Some lube oil streams, particularly heavy streams such as bright stock, contain naturally-occurring haze precursors that are more difficult to remove by conventional dewaxing than are the paraffinic waxes which predominate in lower boiling waxy streams. If present in sufficient quantities, the haze precursors form a haze in the base oil at ambient (or lower) temperatures, particularly if the base oil is allowed to stand at the low temperature for some time, e.g. overnight. The base oil may develop a hazy appearance even after being dewaxed to a low pour point, e.g. less than −5° C. Conversely, the haze generally disappears when the base oil is heated slightly, e.g. to a temperature of 80° F. or above. The haze will generally be the color of the base oil in which it forms, and is usually white when present in otherwise colorless oil. Haze precursors which give rise to the hazy appearance have significant paraffinic character, some with cyclic components having a long paraffin-like tail. As such, these haze precursors are expected to have substantially different molecular structures than do the color bodies and heteroatom molecules removed by conventional clay filtering for oil stabilization. The presence or absence of a visual haze may be determined using the clear-and-bright standard of ASTM D-4176-93 (Reapproved 10 1997). The haze may also be quantified by measure of clarity.
While the haze generally has little or no effect on the performance of the base oil as a lubricating oil base stock, its presence suggests degraded visual quality and low temperature performance. A method of reducing the haze tendency of a base oil is desired.

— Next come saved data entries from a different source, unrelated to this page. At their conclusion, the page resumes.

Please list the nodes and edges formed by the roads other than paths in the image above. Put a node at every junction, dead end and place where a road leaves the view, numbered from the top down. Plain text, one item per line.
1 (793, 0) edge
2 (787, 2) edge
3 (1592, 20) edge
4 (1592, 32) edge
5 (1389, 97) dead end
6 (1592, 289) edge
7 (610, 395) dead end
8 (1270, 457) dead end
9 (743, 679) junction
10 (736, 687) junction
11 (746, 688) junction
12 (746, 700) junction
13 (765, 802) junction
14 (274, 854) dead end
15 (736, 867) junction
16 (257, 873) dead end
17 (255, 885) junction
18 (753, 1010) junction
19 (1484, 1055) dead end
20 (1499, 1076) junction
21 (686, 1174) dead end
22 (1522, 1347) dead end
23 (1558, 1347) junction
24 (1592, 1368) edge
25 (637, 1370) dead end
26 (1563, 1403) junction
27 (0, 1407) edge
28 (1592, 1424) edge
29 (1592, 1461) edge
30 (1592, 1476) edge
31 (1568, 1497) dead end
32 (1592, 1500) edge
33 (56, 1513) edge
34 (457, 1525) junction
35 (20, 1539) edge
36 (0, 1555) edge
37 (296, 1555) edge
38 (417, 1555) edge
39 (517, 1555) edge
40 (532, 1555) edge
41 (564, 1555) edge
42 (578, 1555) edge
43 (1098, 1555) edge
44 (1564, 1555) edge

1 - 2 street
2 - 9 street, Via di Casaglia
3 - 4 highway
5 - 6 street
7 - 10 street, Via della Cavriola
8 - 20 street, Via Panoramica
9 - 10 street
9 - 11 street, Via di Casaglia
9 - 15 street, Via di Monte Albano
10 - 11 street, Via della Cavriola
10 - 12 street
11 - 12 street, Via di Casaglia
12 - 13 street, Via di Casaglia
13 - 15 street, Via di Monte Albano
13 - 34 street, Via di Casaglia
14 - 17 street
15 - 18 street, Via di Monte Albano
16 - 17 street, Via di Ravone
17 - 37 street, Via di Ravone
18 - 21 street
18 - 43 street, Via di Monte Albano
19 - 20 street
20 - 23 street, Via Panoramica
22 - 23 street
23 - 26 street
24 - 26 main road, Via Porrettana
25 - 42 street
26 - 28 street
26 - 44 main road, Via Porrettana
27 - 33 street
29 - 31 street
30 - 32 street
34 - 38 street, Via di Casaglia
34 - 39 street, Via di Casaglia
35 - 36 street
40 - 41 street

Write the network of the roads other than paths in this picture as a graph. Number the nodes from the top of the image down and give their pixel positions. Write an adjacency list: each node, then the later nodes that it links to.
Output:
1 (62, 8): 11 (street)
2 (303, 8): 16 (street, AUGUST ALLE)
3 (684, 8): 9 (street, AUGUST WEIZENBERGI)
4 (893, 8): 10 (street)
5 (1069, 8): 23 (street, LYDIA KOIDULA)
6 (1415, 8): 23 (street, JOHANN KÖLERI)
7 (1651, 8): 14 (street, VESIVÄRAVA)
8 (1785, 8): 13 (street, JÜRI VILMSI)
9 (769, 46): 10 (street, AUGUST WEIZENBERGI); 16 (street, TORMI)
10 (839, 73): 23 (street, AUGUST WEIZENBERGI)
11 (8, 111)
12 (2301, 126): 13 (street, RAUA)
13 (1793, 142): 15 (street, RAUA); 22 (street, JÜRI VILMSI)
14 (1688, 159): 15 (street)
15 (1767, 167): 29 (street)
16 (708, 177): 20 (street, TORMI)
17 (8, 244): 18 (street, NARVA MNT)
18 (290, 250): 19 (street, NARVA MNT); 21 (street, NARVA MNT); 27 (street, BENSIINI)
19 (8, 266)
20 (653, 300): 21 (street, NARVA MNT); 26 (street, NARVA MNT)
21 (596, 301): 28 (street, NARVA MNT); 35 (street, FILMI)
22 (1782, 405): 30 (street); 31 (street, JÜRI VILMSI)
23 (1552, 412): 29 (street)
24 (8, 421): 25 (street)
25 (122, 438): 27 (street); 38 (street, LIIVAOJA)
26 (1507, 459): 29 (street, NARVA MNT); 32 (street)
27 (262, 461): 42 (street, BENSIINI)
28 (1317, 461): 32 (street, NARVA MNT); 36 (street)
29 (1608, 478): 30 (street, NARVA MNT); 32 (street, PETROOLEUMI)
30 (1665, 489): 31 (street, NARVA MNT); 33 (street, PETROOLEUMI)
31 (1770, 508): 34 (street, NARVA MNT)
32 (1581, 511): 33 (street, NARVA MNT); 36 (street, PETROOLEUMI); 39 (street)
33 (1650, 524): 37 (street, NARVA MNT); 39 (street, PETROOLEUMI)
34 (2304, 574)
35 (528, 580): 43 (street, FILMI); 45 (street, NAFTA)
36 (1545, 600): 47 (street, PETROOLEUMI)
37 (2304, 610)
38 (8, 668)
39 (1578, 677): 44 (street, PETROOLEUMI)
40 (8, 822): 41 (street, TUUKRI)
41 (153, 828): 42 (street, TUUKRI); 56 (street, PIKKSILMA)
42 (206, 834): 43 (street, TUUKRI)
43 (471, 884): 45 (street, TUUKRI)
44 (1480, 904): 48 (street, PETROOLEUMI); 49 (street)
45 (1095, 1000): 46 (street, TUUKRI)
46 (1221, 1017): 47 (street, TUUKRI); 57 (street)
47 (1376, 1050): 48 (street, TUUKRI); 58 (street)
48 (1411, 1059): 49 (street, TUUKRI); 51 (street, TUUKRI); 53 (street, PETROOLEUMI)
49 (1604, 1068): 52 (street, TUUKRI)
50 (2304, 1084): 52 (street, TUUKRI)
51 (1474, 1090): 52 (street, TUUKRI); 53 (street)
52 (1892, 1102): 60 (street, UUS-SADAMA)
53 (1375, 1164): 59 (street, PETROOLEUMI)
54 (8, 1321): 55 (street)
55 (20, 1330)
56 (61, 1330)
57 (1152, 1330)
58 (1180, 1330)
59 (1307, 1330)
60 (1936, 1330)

The present invention is directed to a process for removing a substantial portion of the haze precursors from a lube stock, and more specifically from a dewaxed lube stock, with little or no reduction in lube stock yield. Accordingly, the present invention provides a process for producing an improved lube oil with a reduced tendency to form a haze after standing at ambient temperatures, the process comprising contacting a dewaxed lube stock with a solid sorbent for a time and at conditions sufficient to produce a dehazed base oil having a reduced cloud point relative, to that of the dewaxed lube stock.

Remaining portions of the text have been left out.